◆ What to do: Each line of the data below that carries the word "Greenridge" needs to be copied.

Data excerpts:
►

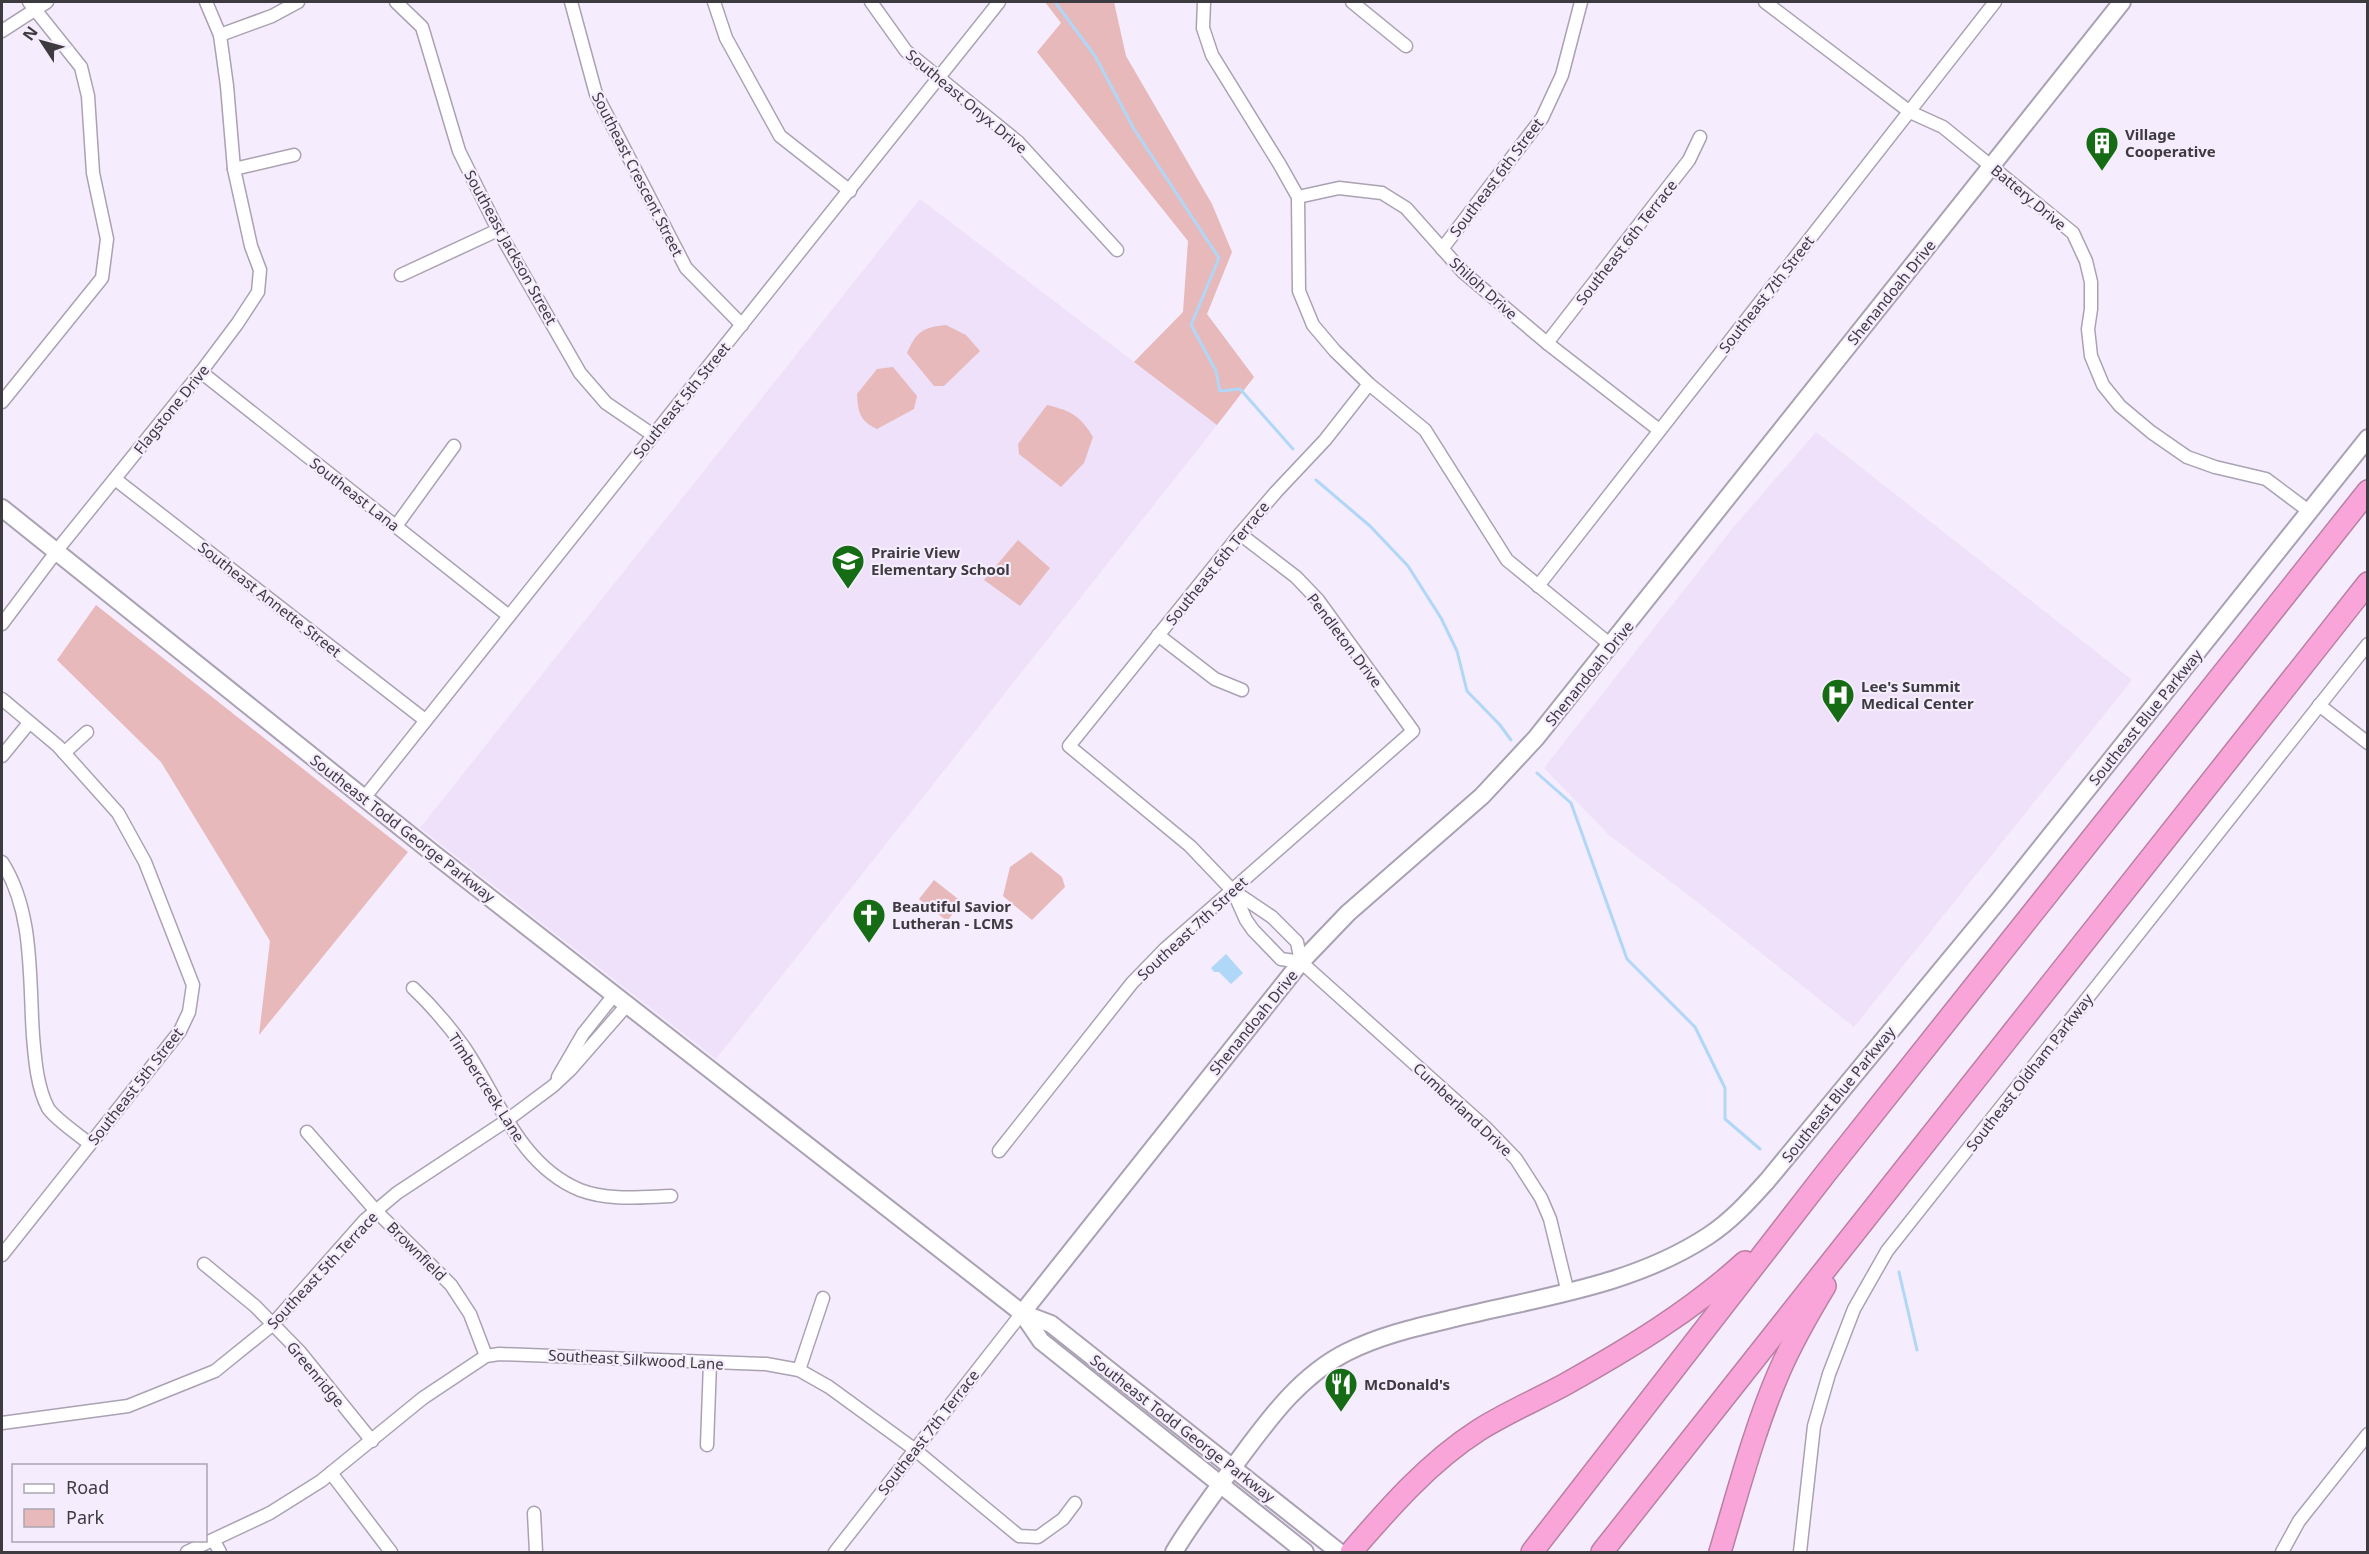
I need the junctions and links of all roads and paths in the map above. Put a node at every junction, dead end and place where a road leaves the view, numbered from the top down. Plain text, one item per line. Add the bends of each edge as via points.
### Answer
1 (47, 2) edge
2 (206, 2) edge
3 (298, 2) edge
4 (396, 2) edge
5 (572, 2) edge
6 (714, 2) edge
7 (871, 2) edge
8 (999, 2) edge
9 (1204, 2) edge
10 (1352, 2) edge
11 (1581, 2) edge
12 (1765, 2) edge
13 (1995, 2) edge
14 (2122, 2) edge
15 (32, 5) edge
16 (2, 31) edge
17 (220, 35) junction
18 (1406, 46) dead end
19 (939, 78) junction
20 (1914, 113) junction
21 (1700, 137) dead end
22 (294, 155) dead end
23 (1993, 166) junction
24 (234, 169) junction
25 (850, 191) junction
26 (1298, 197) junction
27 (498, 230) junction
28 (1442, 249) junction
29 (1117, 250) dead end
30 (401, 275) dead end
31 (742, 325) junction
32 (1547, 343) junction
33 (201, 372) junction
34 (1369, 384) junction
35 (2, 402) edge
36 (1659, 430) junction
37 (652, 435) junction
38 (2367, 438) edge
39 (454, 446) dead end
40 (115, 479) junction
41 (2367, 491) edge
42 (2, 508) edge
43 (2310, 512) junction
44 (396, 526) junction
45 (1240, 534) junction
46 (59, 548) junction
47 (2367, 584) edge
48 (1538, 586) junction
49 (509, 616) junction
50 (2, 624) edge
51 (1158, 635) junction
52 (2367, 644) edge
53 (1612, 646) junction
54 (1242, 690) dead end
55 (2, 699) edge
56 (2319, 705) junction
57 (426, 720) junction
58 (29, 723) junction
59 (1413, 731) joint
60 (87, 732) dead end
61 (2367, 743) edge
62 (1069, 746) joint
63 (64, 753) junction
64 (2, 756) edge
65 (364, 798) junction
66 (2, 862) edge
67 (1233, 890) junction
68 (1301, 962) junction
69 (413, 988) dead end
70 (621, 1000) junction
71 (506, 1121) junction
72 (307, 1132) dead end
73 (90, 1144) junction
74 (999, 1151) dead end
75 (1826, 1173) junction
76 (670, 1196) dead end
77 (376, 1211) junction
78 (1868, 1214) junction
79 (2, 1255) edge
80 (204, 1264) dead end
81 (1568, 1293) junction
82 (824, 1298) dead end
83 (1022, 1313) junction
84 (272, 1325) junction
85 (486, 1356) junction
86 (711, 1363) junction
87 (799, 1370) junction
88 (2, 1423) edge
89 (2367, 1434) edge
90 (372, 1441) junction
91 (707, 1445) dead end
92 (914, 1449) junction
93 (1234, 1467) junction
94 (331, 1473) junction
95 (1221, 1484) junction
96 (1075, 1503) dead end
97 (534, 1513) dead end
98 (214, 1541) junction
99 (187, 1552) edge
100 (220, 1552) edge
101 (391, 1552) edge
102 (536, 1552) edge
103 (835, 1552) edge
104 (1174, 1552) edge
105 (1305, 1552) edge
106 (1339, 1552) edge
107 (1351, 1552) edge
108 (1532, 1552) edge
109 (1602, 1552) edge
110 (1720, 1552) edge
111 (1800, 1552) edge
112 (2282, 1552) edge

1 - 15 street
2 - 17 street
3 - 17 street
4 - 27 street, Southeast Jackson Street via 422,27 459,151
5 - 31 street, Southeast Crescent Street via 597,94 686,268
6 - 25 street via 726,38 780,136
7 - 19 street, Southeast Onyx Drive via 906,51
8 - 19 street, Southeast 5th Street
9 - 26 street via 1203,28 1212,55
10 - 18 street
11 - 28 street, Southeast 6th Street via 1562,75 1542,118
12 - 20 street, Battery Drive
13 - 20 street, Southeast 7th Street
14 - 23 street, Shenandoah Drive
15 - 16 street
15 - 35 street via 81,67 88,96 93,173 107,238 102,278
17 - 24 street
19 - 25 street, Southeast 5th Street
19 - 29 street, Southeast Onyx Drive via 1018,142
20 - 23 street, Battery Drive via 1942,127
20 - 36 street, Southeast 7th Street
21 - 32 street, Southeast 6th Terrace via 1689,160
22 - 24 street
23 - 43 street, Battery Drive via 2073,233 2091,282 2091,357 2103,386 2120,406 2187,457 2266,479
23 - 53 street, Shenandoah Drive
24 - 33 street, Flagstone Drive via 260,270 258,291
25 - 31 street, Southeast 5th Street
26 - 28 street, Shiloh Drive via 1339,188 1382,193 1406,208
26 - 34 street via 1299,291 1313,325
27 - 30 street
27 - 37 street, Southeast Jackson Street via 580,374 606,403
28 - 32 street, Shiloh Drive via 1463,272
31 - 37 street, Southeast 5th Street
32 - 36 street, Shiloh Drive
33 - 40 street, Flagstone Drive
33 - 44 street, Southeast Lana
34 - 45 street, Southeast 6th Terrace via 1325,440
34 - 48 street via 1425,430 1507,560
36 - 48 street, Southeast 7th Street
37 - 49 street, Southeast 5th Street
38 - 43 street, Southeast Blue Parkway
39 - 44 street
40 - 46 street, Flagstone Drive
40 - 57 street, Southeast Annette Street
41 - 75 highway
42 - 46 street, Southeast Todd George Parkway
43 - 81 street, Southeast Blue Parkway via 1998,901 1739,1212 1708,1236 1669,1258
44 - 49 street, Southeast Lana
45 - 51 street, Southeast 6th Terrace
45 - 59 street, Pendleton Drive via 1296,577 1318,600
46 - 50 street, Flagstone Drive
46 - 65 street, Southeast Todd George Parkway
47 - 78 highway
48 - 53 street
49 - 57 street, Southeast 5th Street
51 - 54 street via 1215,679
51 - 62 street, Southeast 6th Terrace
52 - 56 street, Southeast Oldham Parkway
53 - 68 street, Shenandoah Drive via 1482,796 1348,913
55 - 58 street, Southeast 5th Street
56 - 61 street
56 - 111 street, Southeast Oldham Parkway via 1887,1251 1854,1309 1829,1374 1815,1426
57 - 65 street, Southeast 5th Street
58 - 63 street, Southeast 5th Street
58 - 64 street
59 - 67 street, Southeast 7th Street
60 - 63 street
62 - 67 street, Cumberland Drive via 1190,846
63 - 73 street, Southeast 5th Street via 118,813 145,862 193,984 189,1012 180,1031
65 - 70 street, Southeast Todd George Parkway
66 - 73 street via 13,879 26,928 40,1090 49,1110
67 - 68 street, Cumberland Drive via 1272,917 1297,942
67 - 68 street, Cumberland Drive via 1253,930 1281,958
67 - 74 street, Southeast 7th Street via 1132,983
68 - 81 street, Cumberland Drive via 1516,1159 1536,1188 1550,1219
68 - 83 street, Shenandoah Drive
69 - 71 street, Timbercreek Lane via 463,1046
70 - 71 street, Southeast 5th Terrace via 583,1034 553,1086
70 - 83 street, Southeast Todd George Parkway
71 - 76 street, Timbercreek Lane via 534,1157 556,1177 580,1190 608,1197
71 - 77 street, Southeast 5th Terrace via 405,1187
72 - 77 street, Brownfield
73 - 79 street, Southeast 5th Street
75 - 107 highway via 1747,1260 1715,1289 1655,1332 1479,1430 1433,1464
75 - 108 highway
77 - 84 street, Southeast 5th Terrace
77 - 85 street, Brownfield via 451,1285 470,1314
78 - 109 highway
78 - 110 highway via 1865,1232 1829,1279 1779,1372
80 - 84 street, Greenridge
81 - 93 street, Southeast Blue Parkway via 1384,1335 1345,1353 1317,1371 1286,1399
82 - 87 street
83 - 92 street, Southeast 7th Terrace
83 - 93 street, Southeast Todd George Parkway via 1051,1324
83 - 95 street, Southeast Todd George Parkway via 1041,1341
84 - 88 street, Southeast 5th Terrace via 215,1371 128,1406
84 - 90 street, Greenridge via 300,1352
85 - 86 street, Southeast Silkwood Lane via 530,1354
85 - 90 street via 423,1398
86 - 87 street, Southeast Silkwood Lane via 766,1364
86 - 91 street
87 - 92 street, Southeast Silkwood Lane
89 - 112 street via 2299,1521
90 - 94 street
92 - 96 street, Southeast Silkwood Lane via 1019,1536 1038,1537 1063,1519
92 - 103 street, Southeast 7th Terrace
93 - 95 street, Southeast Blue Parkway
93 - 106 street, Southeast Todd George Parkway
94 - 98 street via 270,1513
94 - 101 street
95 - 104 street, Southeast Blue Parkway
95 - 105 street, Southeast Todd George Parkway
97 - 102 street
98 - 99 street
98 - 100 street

◄

◆ Exercise output:
80 - 84 street, Greenridge
84 - 90 street, Greenridge via 300,1352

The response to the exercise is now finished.